**What is expected:**
Only the pictures are to be left out; return the rest of the data exactly as it stands.

════════════════════

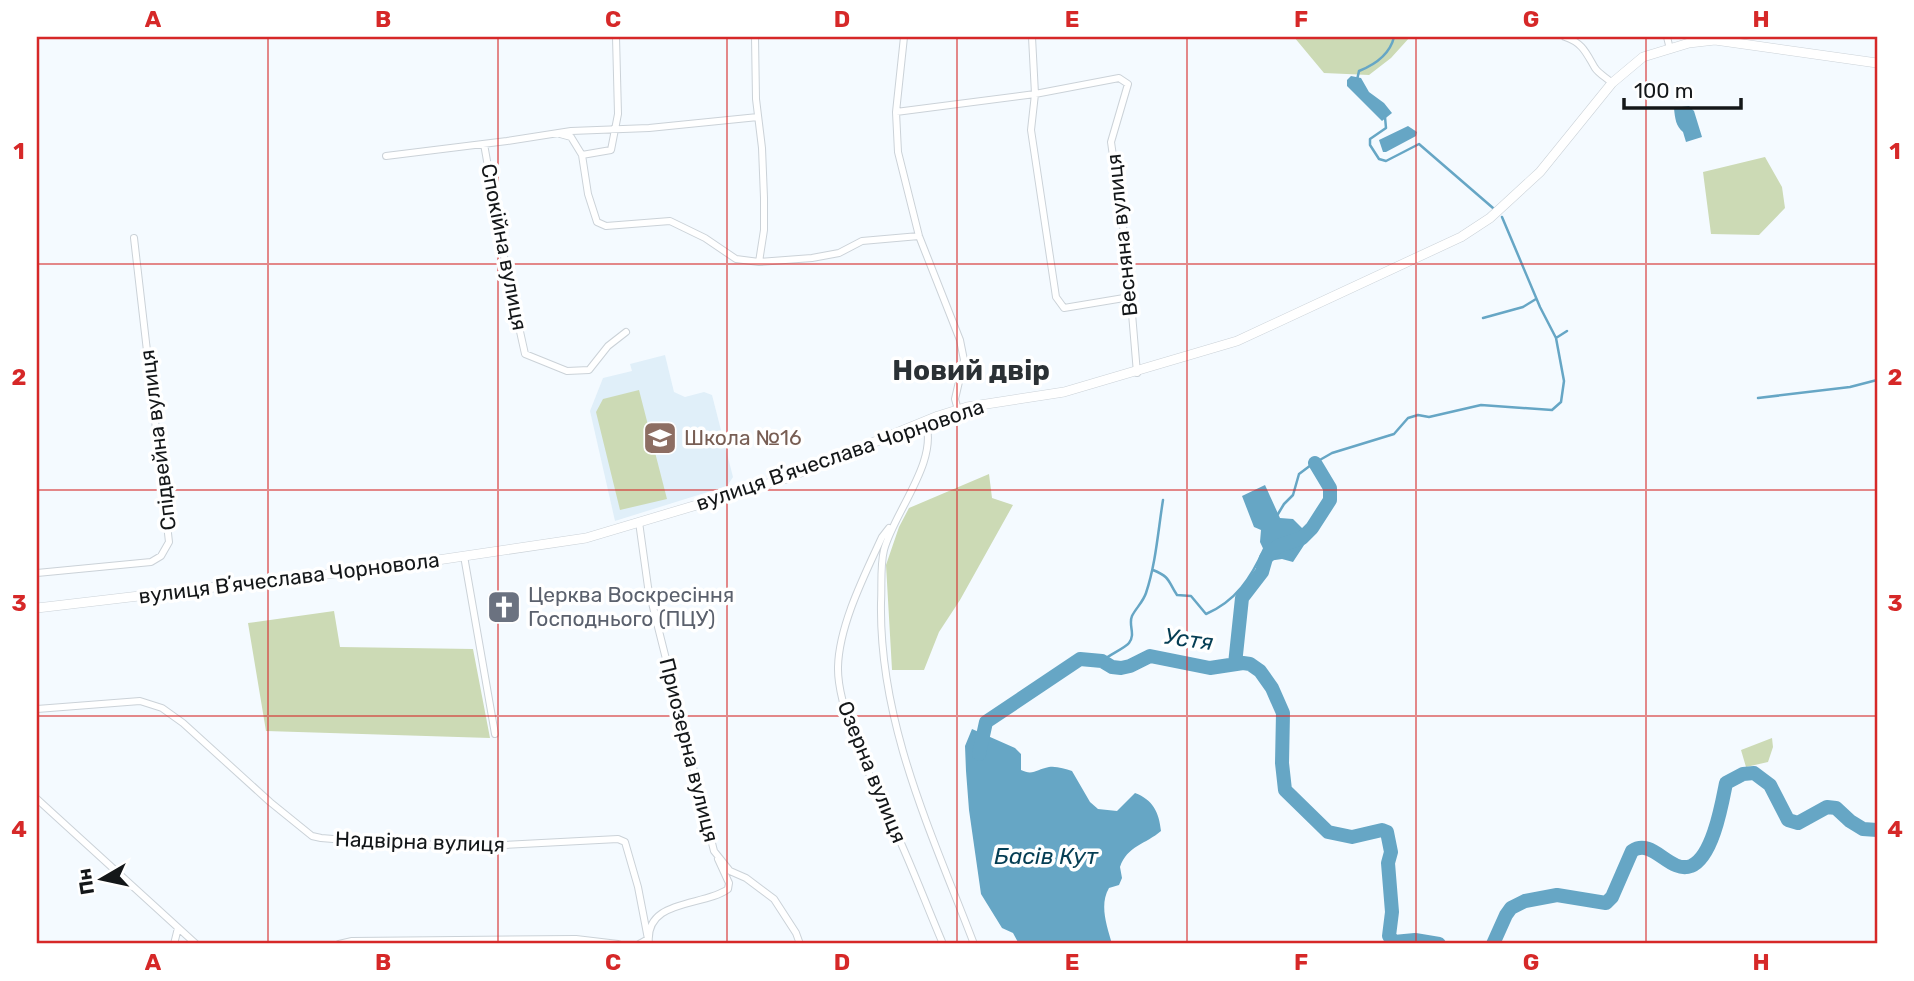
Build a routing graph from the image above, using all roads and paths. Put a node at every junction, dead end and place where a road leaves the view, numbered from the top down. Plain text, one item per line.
1 (616, 37) edge
2 (755, 37) edge
3 (904, 37) edge
4 (1032, 37) edge
5 (1565, 37) edge
6 (1667, 37) edge
7 (1670, 49) junction
8 (1877, 63) edge
9 (1612, 83) junction
10 (1035, 94) junction
11 (896, 112) junction
12 (758, 117) junction
13 (615, 127) junction
14 (560, 134) junction
15 (484, 144) junction
16 (582, 155) junction
17 (386, 156) dead end
18 (919, 236) junction
19 (134, 238) dead end
20 (759, 262) junction
21 (1130, 297) junction
22 (626, 332) dead end
23 (1137, 373) junction
24 (958, 410) junction
25 (925, 421) junction
26 (894, 521) junction
27 (639, 522) junction
28 (464, 556) junction
29 (37, 573) edge
30 (37, 608) edge
31 (37, 709) edge
32 (495, 734) dead end
33 (37, 799) edge
34 (714, 851) junction
35 (178, 928) junction
36 (649, 942) edge
37 (174, 944) edge
38 (196, 944) edge
39 (339, 944) edge
40 (618, 944) edge
41 (639, 944) edge
42 (800, 944) edge
43 (943, 944) edge
44 (974, 944) edge

1 - 13 street
2 - 12 street
3 - 11 street
4 - 10 street
5 - 9 street
6 - 7 street
7 - 8 main road, вулиця Вʼячеслава Чорновола
7 - 9 main road, вулиця Вʼячеслава Чорновола
9 - 23 main road, вулиця Вʼячеслава Чорновола
10 - 11 street
10 - 21 street
10 - 21 street, Весняна вулиця
11 - 18 street
12 - 13 street, Спокійна вулиця
12 - 20 street
13 - 14 street, Спокійна вулиця
13 - 16 street
14 - 15 street, Спокійна вулиця
14 - 16 street
15 - 17 street, Спокійна вулиця
15 - 22 street, Спокійна вулиця
16 - 20 street
18 - 20 street
18 - 24 street
19 - 29 street, Спідвейна вулиця
21 - 23 street, Весняна вулиця
23 - 24 main road, вулиця Вʼячеслава Чорновола
24 - 25 main road, вулиця Вʼячеслава Чорновола
25 - 26 street
25 - 27 main road, вулиця Вʼячеслава Чорновола
26 - 43 street, Озерна вулиця
26 - 44 street
27 - 28 main road, вулиця Вʼячеслава Чорновола
27 - 34 street, Приозерна вулиця
28 - 30 main road, вулиця Вʼячеслава Чорновола
28 - 32 street
31 - 36 street, Надвірна вулиця
33 - 35 street
34 - 36 street
34 - 42 street, Приозерна вулиця
35 - 37 street
35 - 38 street
36 - 41 street
39 - 40 street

════════════════════

**Exercise output:**
Build a routing graph from the image above, using all roads and paths. Put a node at every junction, dead end and place where a road leaves the view, numbered from the top down. Plain text, one item per line.
1 (616, 37) edge
2 (755, 37) edge
3 (904, 37) edge
4 (1032, 37) edge
5 (1565, 37) edge
6 (1667, 37) edge
7 (1670, 49) junction
8 (1877, 63) edge
9 (1612, 83) junction
10 (1035, 94) junction
11 (896, 112) junction
12 (758, 117) junction
13 (615, 127) junction
14 (560, 134) junction
15 (484, 144) junction
16 (582, 155) junction
17 (386, 156) dead end
18 (919, 236) junction
19 (134, 238) dead end
20 (759, 262) junction
21 (1130, 297) junction
22 (626, 332) dead end
23 (1137, 373) junction
24 (958, 410) junction
25 (925, 421) junction
26 (894, 521) junction
27 (639, 522) junction
28 (464, 556) junction
29 (37, 573) edge
30 (37, 608) edge
31 (37, 709) edge
32 (495, 734) dead end
33 (37, 799) edge
34 (714, 851) junction
35 (178, 928) junction
36 (649, 942) edge
37 (174, 944) edge
38 (196, 944) edge
39 (339, 944) edge
40 (618, 944) edge
41 (639, 944) edge
42 (800, 944) edge
43 (943, 944) edge
44 (974, 944) edge

1 - 13 street
2 - 12 street
3 - 11 street
4 - 10 street
5 - 9 street
6 - 7 street
7 - 8 main road, вулиця Вʼячеслава Чорновола
7 - 9 main road, вулиця Вʼячеслава Чорновола
9 - 23 main road, вулиця Вʼячеслава Чорновола
10 - 11 street
10 - 21 street
10 - 21 street, Весняна вулиця
11 - 18 street
12 - 13 street, Спокійна вулиця
12 - 20 street
13 - 14 street, Спокійна вулиця
13 - 16 street
14 - 15 street, Спокійна вулиця
14 - 16 street
15 - 17 street, Спокійна вулиця
15 - 22 street, Спокійна вулиця
16 - 20 street
18 - 20 street
18 - 24 street
19 - 29 street, Спідвейна вулиця
21 - 23 street, Весняна вулиця
23 - 24 main road, вулиця Вʼячеслава Чорновола
24 - 25 main road, вулиця Вʼячеслава Чорновола
25 - 26 street
25 - 27 main road, вулиця Вʼячеслава Чорновола
26 - 43 street, Озерна вулиця
26 - 44 street
27 - 28 main road, вулиця Вʼячеслава Чорновола
27 - 34 street, Приозерна вулиця
28 - 30 main road, вулиця Вʼячеслава Чорновола
28 - 32 street
31 - 36 street, Надвірна вулиця
33 - 35 street
34 - 36 street
34 - 42 street, Приозерна вулиця
35 - 37 street
35 - 38 street
36 - 41 street
39 - 40 street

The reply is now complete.